A “small organic compound” is intended to indicate a small organic molecule of low molecular weight such as below 1000. The small organic compounds of specific interest in the present context are those that are capable of interacting with a membrane-associated protein such as a 7TM receptor, in such a way as to modify the biological activity thereof.

“Structure-based drug design”, i.e. using protein structural information from e.g. X-ray crystallography or NMR spectroscopy to assist in the design of therapeutic compounds—mostly of inhibitors which bind to enzymes. Cf. M. A. Murcko et al, Ann. Rep. Med. Chem, 1999, 34, 297-306.

In the method according to the present invention, the amino acid residues of a 7TM receptor are assigned physicochemical descriptors. It is then possible to compare different transmembrane proteins such as 7TM receptors with respect to the physicochemical properties of their binding sites. The process of comparing biological target proteins based on the physicochemical properties of their binding site will be referred to “physicogenomics” herein. The following steps are involved in physicogenomics:

• • Sequence search
  • Alignments
  • Analysis of binding site residues important for ligand binding and recognition
  • Comparison of physicochemical properties of binding site

In other words, the method according to the present invention relates to a method for comparing a first 7TM receptor with one or more further 7TM receptors with respect to the physicochemical properties of their binding sites, the method comprising the steps of:

• i) optionally, aligning part of or all of the amino acid sequence of the first 7TM receptor with part of or all of the amino acid sequence of the one or more further 7TM receptors,
• ii) selecting, in a sequential or non-sequential order, at the most 12 amino acid residues per helix, and at the most 12 amino acids in one or more extracellular loops, which are involved in one or more binding sites of each 7TM receptor,
• iii) forming a pseudo-sequence comprising at the most 50 amino acid residues from the selected sequential or non-sequential amino acid residues,
• iv) for each 7TM receptor assigning one or more physicochemical descriptors to the amino acid residues of the selected amino acid pseudo-sequence involved in one or more binding sites,
• v) optionally, for each 7TM receptor mathematically manipulating the physicochemical descriptors of step iv) to obtain a simplified measure of the physicochemical properties of the binding site,
• vi) for each 7TM receptor generating a similarity score as defined herein by comparing the physicochemical descriptor or, if relevant, the simplified measure for the first 7TM receptor with the physicochemical descriptors or, if relevant, the simplified measures for the one or further 7TM receptors,
• vii) optionally, ranking the 7TM receptors with respect to the physicochemical properties of their binding sites according to the similarity scores obtained in step vi).

Importantly, this comparison or ranking can be carried out using only information from the 7TM receptor, i.e. without any information on a ligand.
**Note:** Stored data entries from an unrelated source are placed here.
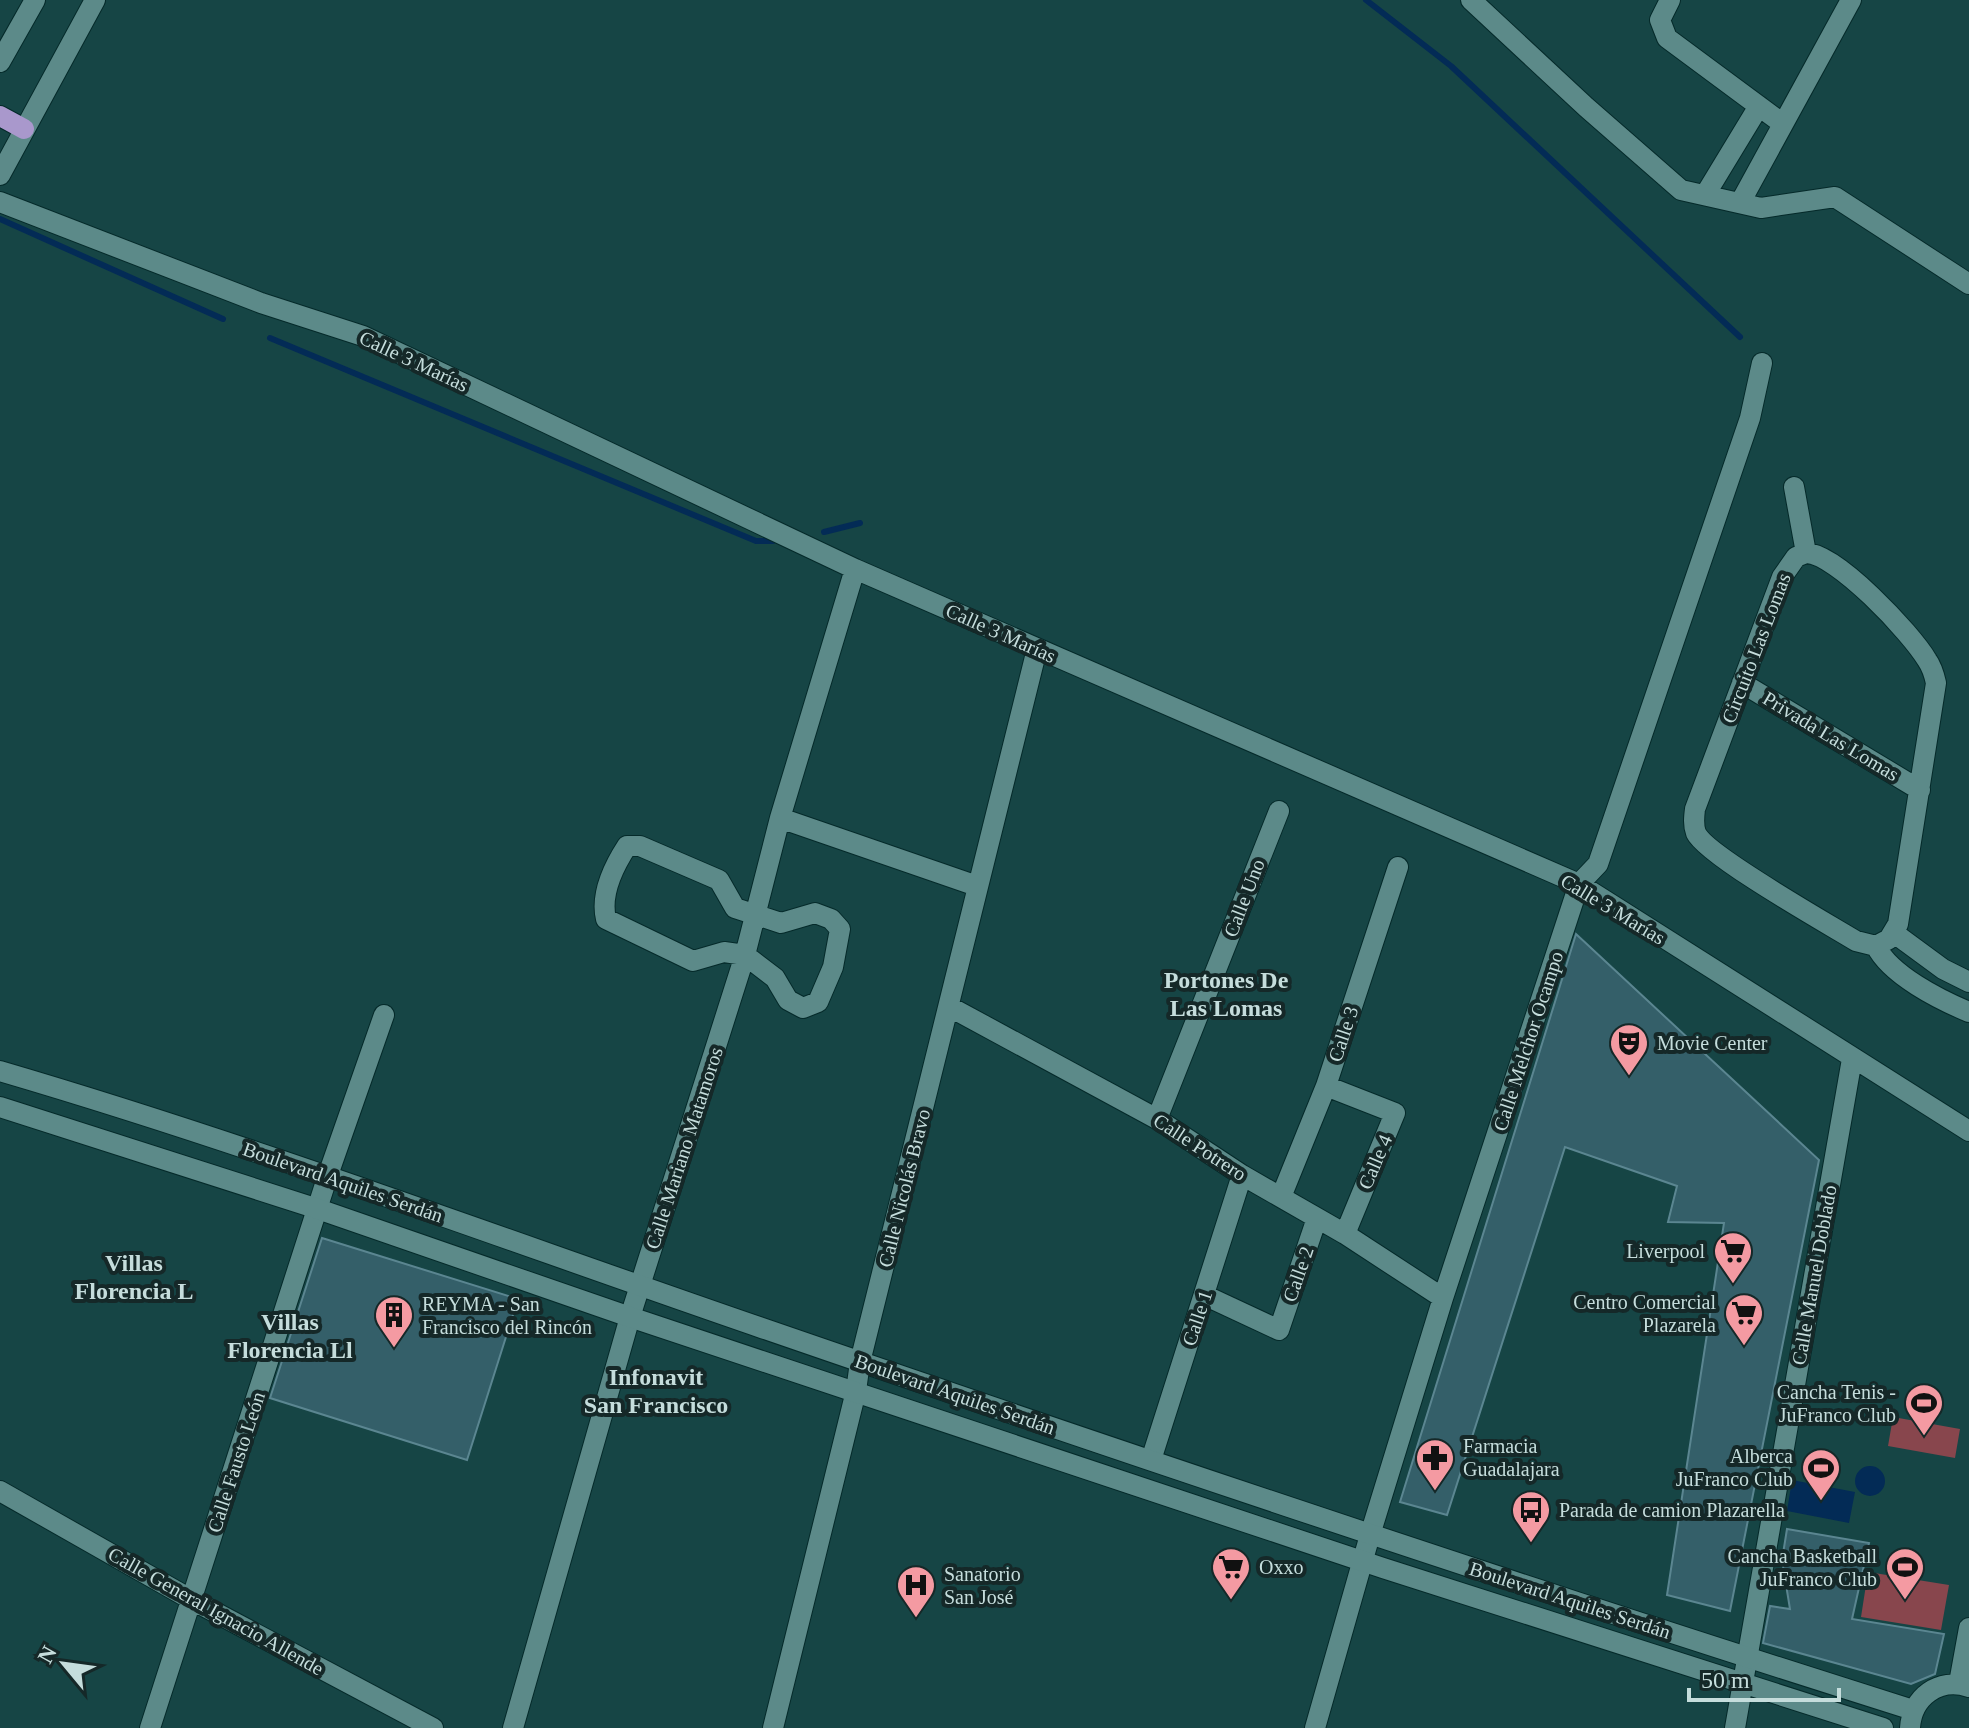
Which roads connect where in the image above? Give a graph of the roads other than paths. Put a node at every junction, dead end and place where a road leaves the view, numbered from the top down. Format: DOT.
graph roads {
  1 [pos="35,0"];
  2 [pos="95,0"];
  3 [pos="1670,0"];
  4 [pos="1851,0"];
  5 [pos="1481,4"];
  6 [pos="0,62"];
  7 [pos="1759,106"];
  8 [pos="0,116"];
  9 [pos="1783,124"];
  10 [pos="24,129"];
  11 [pos="0,175"];
  12 [pos="1705,195"];
  13 [pos="0,202"];
  14 [pos="1740,203"];
  15 [pos="1969,284"];
  16 [pos="1762,363"];
  17 [pos="1794,487"];
  18 [pos="1806,553"];
  19 [pos="855,569"];
  20 [pos="1037,649"];
  21 [pos="1742,683"];
  22 [pos="1920,790"];
  23 [pos="1279,811"];
  24 [pos="780,818"];
  25 [pos="1398,867"];
  26 [pos="1579,884"];
  27 [pos="977,886"];
  28 [pos="755,916"];
  29 [pos="1894,933"];
  30 [pos="1876,946"];
  31 [pos="745,955"];
  32 [pos="1969,982"];
  33 [pos="950,1007"];
  34 [pos="1969,1012"];
  35 [pos="384,1015"];
  36 [pos="1852,1059"];
  37 [pos="0,1071"];
  38 [pos="1326,1086"];
  39 [pos="0,1107"];
  40 [pos="1157,1119"];
  41 [pos="1969,1131"];
  42 [pos="328,1175"];
  43 [pos="1242,1175"];
  44 [pos="1281,1197"];
  45 [pos="318,1209"];
  46 [pos="1317,1218"];
  47 [pos="1345,1234"];
  48 [pos="640,1286"];
  49 [pos="1204,1295"];
  50 [pos="1443,1298"];
  51 [pos="630,1317"];
  52 [pos="860,1362"];
  53 [pos="856,1391"];
  54 [pos="1151,1460"];
  55 [pos="0,1491"];
  56 [pos="1370,1535"];
  57 [pos="1365,1560"];
  58 [pos="192,1600"];
  59 [pos="1969,1628"];
  60 [pos="1746,1658"];
  61 [pos="1742,1681"];
  62 [pos="1964,1685"];
  63 [pos="1912,1719"];
  64 [pos="150,1728"];
  65 [pos="433,1728"];
  66 [pos="513,1728"];
  67 [pos="773,1728"];
  68 [pos="1315,1728"];
  69 [pos="1735,1728"];
  70 [pos="1883,1728"];
  1 -- 6 [label="street"];
  2 -- 10 [label="street"];
  3 -- 7 [label="street"];
  4 -- 9 [label="street"];
  5 -- 12 [label="street"];
  7 -- 9 [label="street"];
  7 -- 12 [label="street"];
  8 -- 10 [label="main road"];
  9 -- 14 [label="street"];
  10 -- 11 [label="street"];
  12 -- 14 [label="street"];
  13 -- 19 [label="street, Calle 3 Marías"];
  14 -- 15 [label="street"];
  16 -- 26 [label="street, Calle Melchor Ocampo"];
  17 -- 18 [label="street"];
  18 -- 21 [label="street, Circuito Las Lomas"];
  18 -- 22 [label="street, Circuito Las Lomas"];
  19 -- 20 [label="street, Calle 3 Marías"];
  19 -- 24 [label="street, Calle Mariano Matamoros"];
  20 -- 26 [label="street, Calle 3 Marías"];
  20 -- 27 [label="street, Calle Nicolás Bravo"];
  21 -- 22 [label="street, Privada Las Lomas"];
  21 -- 30 [label="street, Circuito Las Lomas"];
  22 -- 29 [label="street, Circuito Las Lomas"];
  23 -- 40 [label="street, Calle Uno"];
  24 -- 27 [label="street"];
  24 -- 28 [label="street, Calle Mariano Matamoros"];
  25 -- 38 [label="street, Calle 3"];
  26 -- 36 [label="street, Calle 3 Marías"];
  26 -- 50 [label="street, Calle Melchor Ocampo"];
  27 -- 33 [label="street, Calle Nicolás Bravo"];
  28 -- 31 [label="street, Calle Mariano Matamoros"];
  28 -- 31 [label="street"];
  28 -- 31 [label="street"];
  29 -- 30 [label="street"];
  29 -- 32 [label="street"];
  30 -- 34 [label="street, Circuito Las Lomas"];
  31 -- 48 [label="street, Calle Mariano Matamoros"];
  33 -- 40 [label="street, Calle Potrero"];
  33 -- 52 [label="street, Calle Nicolás Bravo"];
  35 -- 42 [label="street, Calle Fausto León"];
  36 -- 41 [label="street, Calle 3 Marías"];
  36 -- 60 [label="street, Calle Manuel Doblado"];
  37 -- 42 [label="street, Boulevard Aquiles Serdán"];
  38 -- 44 [label="street, Calle 3"];
  38 -- 47 [label="street, Calle 4"];
  39 -- 45 [label="street, Boulevard Aquiles Serdán"];
  40 -- 43 [label="street, Calle Potrero"];
  42 -- 45 [label="street, Calle Fausto León"];
  42 -- 48 [label="street, Boulevard Aquiles Serdán"];
  43 -- 44 [label="street, Calle Potrero"];
  43 -- 49 [label="street, Calle 1"];
  44 -- 46 [label="street, Calle Potrero"];
  45 -- 51 [label="street, Boulevard Aquiles Serdán"];
  45 -- 58 [label="street, Calle Fausto León"];
  46 -- 47 [label="street, Calle Potrero"];
  46 -- 49 [label="street, Calle 2"];
  47 -- 50 [label="street, Calle Potrero"];
  48 -- 51 [label="street, Calle Mariano Matamoros"];
  48 -- 52 [label="street, Boulevard Aquiles Serdán"];
  49 -- 54 [label="street, Calle 1"];
  50 -- 56 [label="street, Calle Melchor Ocampo"];
  51 -- 53 [label="street, Boulevard Aquiles Serdán"];
  51 -- 66 [label="street, Calle Mariano Matamoros"];
  52 -- 53 [label="street, Calle Nicolás Bravo"];
  52 -- 54 [label="street, Boulevard Aquiles Serdán"];
  53 -- 57 [label="street, Boulevard Aquiles Serdán"];
  53 -- 67 [label="street, Calle Nicolás Bravo"];
  54 -- 56 [label="street, Boulevard Aquiles Serdán"];
  55 -- 58 [label="street, Calle General Ignacio Allende"];
  56 -- 57 [label="street, Calle Melchor Ocampo"];
  56 -- 60 [label="street, Boulevard Aquiles Serdán"];
  57 -- 61 [label="street, Boulevard Aquiles Serdán"];
  57 -- 68 [label="street, Calle Melchor Ocampo"];
  58 -- 64 [label="street, Calle Fausto León"];
  58 -- 65 [label="street, Calle General Ignacio Allende"];
  59 -- 62 [label="street"];
  60 -- 61 [label="street, Calle Manuel Doblado"];
  60 -- 63 [label="street, Boulevard Aquiles Serdán"];
  61 -- 69 [label="street, Calle Manuel Doblado"];
  61 -- 70 [label="street, Boulevard Aquiles Serdán"];
  62 -- 63 [label="street, Boulevard Aquiles Serdán"];
}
Therefore, the present invention also relates to a method as described herein, wherein the comparison is made without using data related to binding affinity of a ligand to a 7TM receptor.

The present invention may also be used to classify 7TM receptors according to the physicochemical properties of their binding sites. Hence, the present invention describes a method for classifying 7TM receptors according to the physicochemical properties of their binding sites. This classification may also be carried out using only information from the 7TM receptor, i.e. without any information on a ligand. Hence, the classification may be made without using data related to binding affinity of a ligand to a 7TM receptor.

Method for Obtaining Lead Structures for New 7TM Receptors

It is generally recognized that structurally related small organic molecules often bind the same biological target proteins. Cf. “Do Structurally Similar Molecules Have Similar Biological Activity?” Yvonne C. Martin, James L. Kofron, and Linda M. Traphagen, J. Med. Chem. (2002) 45, 4350-4358. Conversely, related biological targets often bind the same or similar small organic molecule ligands. Notably, there are exceptions from these general rules—otherwise development of receptor-selective ligands would have been an impossible task.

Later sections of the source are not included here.